→ YOUR OBJECTIVE
No pictures are to be included when the entries below are reproduced exactly.

------------------------------------------------------------------------

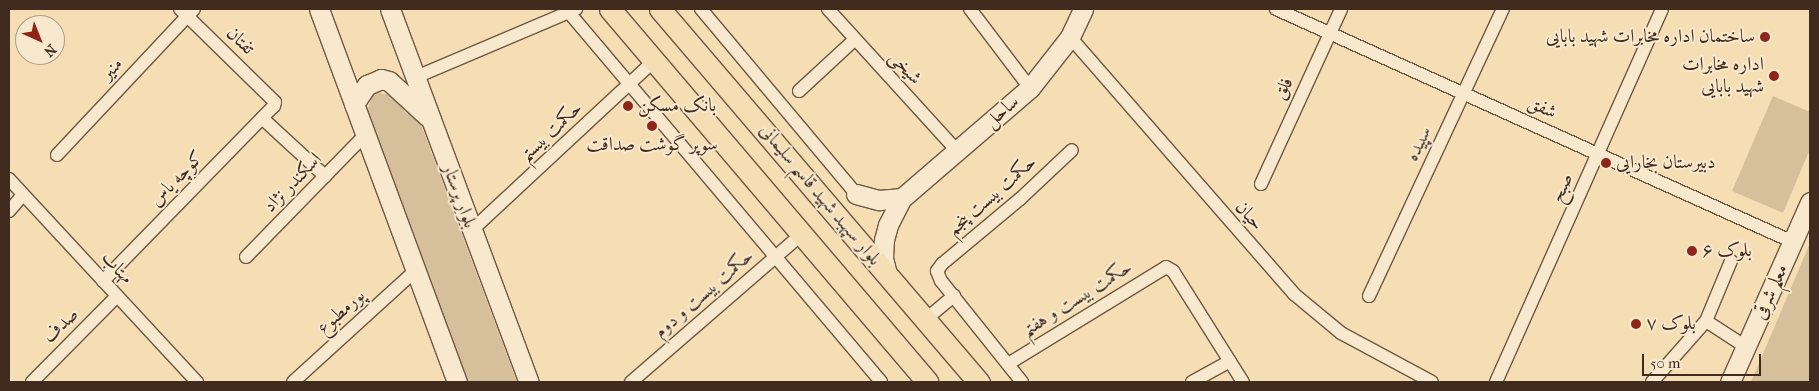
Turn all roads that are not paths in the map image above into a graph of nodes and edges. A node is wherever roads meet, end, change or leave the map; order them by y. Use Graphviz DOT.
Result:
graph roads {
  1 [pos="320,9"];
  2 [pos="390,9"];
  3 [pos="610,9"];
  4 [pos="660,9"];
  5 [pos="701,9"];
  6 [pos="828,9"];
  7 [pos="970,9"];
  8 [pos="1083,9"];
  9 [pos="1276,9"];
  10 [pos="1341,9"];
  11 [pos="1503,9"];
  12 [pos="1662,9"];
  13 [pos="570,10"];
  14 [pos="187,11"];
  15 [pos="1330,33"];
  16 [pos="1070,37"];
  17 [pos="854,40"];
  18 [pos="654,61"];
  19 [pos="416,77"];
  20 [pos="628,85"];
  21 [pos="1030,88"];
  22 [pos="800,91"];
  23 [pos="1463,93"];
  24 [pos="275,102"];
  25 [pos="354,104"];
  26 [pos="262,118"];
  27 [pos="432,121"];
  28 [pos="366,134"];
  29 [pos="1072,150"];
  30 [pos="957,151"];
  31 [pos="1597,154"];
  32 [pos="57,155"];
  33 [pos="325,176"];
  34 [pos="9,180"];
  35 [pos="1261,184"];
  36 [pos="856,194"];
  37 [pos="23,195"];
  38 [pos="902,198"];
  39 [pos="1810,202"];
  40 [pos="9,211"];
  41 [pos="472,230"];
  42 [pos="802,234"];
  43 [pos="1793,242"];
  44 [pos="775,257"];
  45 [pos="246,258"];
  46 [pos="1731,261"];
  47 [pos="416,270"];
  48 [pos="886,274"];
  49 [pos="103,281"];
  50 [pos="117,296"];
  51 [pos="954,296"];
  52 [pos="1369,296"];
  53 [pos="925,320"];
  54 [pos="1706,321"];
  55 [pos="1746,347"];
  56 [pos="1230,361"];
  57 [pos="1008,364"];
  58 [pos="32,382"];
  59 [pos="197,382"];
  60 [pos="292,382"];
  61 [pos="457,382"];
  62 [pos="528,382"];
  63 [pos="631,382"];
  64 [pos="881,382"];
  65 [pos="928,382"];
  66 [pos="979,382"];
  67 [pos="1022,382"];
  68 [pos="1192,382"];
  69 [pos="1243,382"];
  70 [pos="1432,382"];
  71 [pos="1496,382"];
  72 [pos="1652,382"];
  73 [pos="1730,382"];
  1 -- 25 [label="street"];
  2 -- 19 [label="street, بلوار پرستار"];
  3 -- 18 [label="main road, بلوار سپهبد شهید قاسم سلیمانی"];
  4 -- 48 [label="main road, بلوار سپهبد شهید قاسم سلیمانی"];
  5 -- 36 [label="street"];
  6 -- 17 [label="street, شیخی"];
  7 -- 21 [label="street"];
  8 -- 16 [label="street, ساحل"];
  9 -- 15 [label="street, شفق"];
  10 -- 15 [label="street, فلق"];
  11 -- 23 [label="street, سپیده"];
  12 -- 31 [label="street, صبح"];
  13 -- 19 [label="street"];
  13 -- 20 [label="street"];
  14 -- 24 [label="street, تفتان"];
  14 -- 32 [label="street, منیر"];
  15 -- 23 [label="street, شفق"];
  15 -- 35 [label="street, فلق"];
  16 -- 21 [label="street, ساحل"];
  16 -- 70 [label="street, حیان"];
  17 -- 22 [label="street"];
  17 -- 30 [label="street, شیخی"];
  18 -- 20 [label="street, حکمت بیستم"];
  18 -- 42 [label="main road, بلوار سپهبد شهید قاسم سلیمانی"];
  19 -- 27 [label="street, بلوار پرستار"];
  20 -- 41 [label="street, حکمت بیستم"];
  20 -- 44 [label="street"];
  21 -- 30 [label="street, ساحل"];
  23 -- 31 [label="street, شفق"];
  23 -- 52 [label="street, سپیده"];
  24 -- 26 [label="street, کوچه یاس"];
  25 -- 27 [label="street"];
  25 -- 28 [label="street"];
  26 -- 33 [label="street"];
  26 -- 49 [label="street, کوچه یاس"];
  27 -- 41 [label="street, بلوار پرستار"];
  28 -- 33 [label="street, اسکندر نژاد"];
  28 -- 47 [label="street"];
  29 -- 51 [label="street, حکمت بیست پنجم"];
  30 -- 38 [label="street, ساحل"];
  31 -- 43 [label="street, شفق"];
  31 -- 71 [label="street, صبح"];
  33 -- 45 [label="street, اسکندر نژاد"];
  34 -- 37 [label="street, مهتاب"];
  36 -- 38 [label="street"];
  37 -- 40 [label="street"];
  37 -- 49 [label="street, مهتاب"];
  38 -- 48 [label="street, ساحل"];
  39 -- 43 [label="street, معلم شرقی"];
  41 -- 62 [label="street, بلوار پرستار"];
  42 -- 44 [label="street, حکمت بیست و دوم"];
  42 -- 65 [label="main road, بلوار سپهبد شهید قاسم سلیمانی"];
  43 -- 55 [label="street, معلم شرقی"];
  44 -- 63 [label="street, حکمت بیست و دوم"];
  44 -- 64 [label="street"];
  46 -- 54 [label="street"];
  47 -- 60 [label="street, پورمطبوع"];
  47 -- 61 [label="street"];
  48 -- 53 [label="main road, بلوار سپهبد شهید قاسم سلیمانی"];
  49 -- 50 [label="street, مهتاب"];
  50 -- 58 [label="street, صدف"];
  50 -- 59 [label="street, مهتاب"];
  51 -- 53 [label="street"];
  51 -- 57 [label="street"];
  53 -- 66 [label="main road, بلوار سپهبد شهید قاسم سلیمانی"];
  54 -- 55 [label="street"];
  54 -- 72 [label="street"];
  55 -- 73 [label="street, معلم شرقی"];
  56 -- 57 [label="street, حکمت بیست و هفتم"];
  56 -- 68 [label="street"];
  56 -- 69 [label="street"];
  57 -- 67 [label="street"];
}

------------------------------------------------------------------------

→ EXERCISE OUTPUT
Turn all roads that are not paths in the map image above into a graph of nodes and edges. A node is wherever roads meet, end, change or leave the map; order them by y. Use Graphviz DOT.
Result:
graph roads {
  1 [pos="320,9"];
  2 [pos="390,9"];
  3 [pos="610,9"];
  4 [pos="660,9"];
  5 [pos="701,9"];
  6 [pos="828,9"];
  7 [pos="970,9"];
  8 [pos="1083,9"];
  9 [pos="1276,9"];
  10 [pos="1341,9"];
  11 [pos="1503,9"];
  12 [pos="1662,9"];
  13 [pos="570,10"];
  14 [pos="187,11"];
  15 [pos="1330,33"];
  16 [pos="1070,37"];
  17 [pos="854,40"];
  18 [pos="654,61"];
  19 [pos="416,77"];
  20 [pos="628,85"];
  21 [pos="1030,88"];
  22 [pos="800,91"];
  23 [pos="1463,93"];
  24 [pos="275,102"];
  25 [pos="354,104"];
  26 [pos="262,118"];
  27 [pos="432,121"];
  28 [pos="366,134"];
  29 [pos="1072,150"];
  30 [pos="957,151"];
  31 [pos="1597,154"];
  32 [pos="57,155"];
  33 [pos="325,176"];
  34 [pos="9,180"];
  35 [pos="1261,184"];
  36 [pos="856,194"];
  37 [pos="23,195"];
  38 [pos="902,198"];
  39 [pos="1810,202"];
  40 [pos="9,211"];
  41 [pos="472,230"];
  42 [pos="802,234"];
  43 [pos="1793,242"];
  44 [pos="775,257"];
  45 [pos="246,258"];
  46 [pos="1731,261"];
  47 [pos="416,270"];
  48 [pos="886,274"];
  49 [pos="103,281"];
  50 [pos="117,296"];
  51 [pos="954,296"];
  52 [pos="1369,296"];
  53 [pos="925,320"];
  54 [pos="1706,321"];
  55 [pos="1746,347"];
  56 [pos="1230,361"];
  57 [pos="1008,364"];
  58 [pos="32,382"];
  59 [pos="197,382"];
  60 [pos="292,382"];
  61 [pos="457,382"];
  62 [pos="528,382"];
  63 [pos="631,382"];
  64 [pos="881,382"];
  65 [pos="928,382"];
  66 [pos="979,382"];
  67 [pos="1022,382"];
  68 [pos="1192,382"];
  69 [pos="1243,382"];
  70 [pos="1432,382"];
  71 [pos="1496,382"];
  72 [pos="1652,382"];
  73 [pos="1730,382"];
  1 -- 25 [label="street"];
  2 -- 19 [label="street, بلوار پرستار"];
  3 -- 18 [label="main road, بلوار سپهبد شهید قاسم سلیمانی"];
  4 -- 48 [label="main road, بلوار سپهبد شهید قاسم سلیمانی"];
  5 -- 36 [label="street"];
  6 -- 17 [label="street, شیخی"];
  7 -- 21 [label="street"];
  8 -- 16 [label="street, ساحل"];
  9 -- 15 [label="street, شفق"];
  10 -- 15 [label="street, فلق"];
  11 -- 23 [label="street, سپیده"];
  12 -- 31 [label="street, صبح"];
  13 -- 19 [label="street"];
  13 -- 20 [label="street"];
  14 -- 24 [label="street, تفتان"];
  14 -- 32 [label="street, منیر"];
  15 -- 23 [label="street, شفق"];
  15 -- 35 [label="street, فلق"];
  16 -- 21 [label="street, ساحل"];
  16 -- 70 [label="street, حیان"];
  17 -- 22 [label="street"];
  17 -- 30 [label="street, شیخی"];
  18 -- 20 [label="street, حکمت بیستم"];
  18 -- 42 [label="main road, بلوار سپهبد شهید قاسم سلیمانی"];
  19 -- 27 [label="street, بلوار پرستار"];
  20 -- 41 [label="street, حکمت بیستم"];
  20 -- 44 [label="street"];
  21 -- 30 [label="street, ساحل"];
  23 -- 31 [label="street, شفق"];
  23 -- 52 [label="street, سپیده"];
  24 -- 26 [label="street, کوچه یاس"];
  25 -- 27 [label="street"];
  25 -- 28 [label="street"];
  26 -- 33 [label="street"];
  26 -- 49 [label="street, کوچه یاس"];
  27 -- 41 [label="street, بلوار پرستار"];
  28 -- 33 [label="street, اسکندر نژاد"];
  28 -- 47 [label="street"];
  29 -- 51 [label="street, حکمت بیست پنجم"];
  30 -- 38 [label="street, ساحل"];
  31 -- 43 [label="street, شفق"];
  31 -- 71 [label="street, صبح"];
  33 -- 45 [label="street, اسکندر نژاد"];
  34 -- 37 [label="street, مهتاب"];
  36 -- 38 [label="street"];
  37 -- 40 [label="street"];
  37 -- 49 [label="street, مهتاب"];
  38 -- 48 [label="street, ساحل"];
  39 -- 43 [label="street, معلم شرقی"];
  41 -- 62 [label="street, بلوار پرستار"];
  42 -- 44 [label="street, حکمت بیست و دوم"];
  42 -- 65 [label="main road, بلوار سپهبد شهید قاسم سلیمانی"];
  43 -- 55 [label="street, معلم شرقی"];
  44 -- 63 [label="street, حکمت بیست و دوم"];
  44 -- 64 [label="street"];
  46 -- 54 [label="street"];
  47 -- 60 [label="street, پورمطبوع"];
  47 -- 61 [label="street"];
  48 -- 53 [label="main road, بلوار سپهبد شهید قاسم سلیمانی"];
  49 -- 50 [label="street, مهتاب"];
  50 -- 58 [label="street, صدف"];
  50 -- 59 [label="street, مهتاب"];
  51 -- 53 [label="street"];
  51 -- 57 [label="street"];
  53 -- 66 [label="main road, بلوار سپهبد شهید قاسم سلیمانی"];
  54 -- 55 [label="street"];
  54 -- 72 [label="street"];
  55 -- 73 [label="street, معلم شرقی"];
  56 -- 57 [label="street, حکمت بیست و هفتم"];
  56 -- 68 [label="street"];
  56 -- 69 [label="street"];
  57 -- 67 [label="street"];
}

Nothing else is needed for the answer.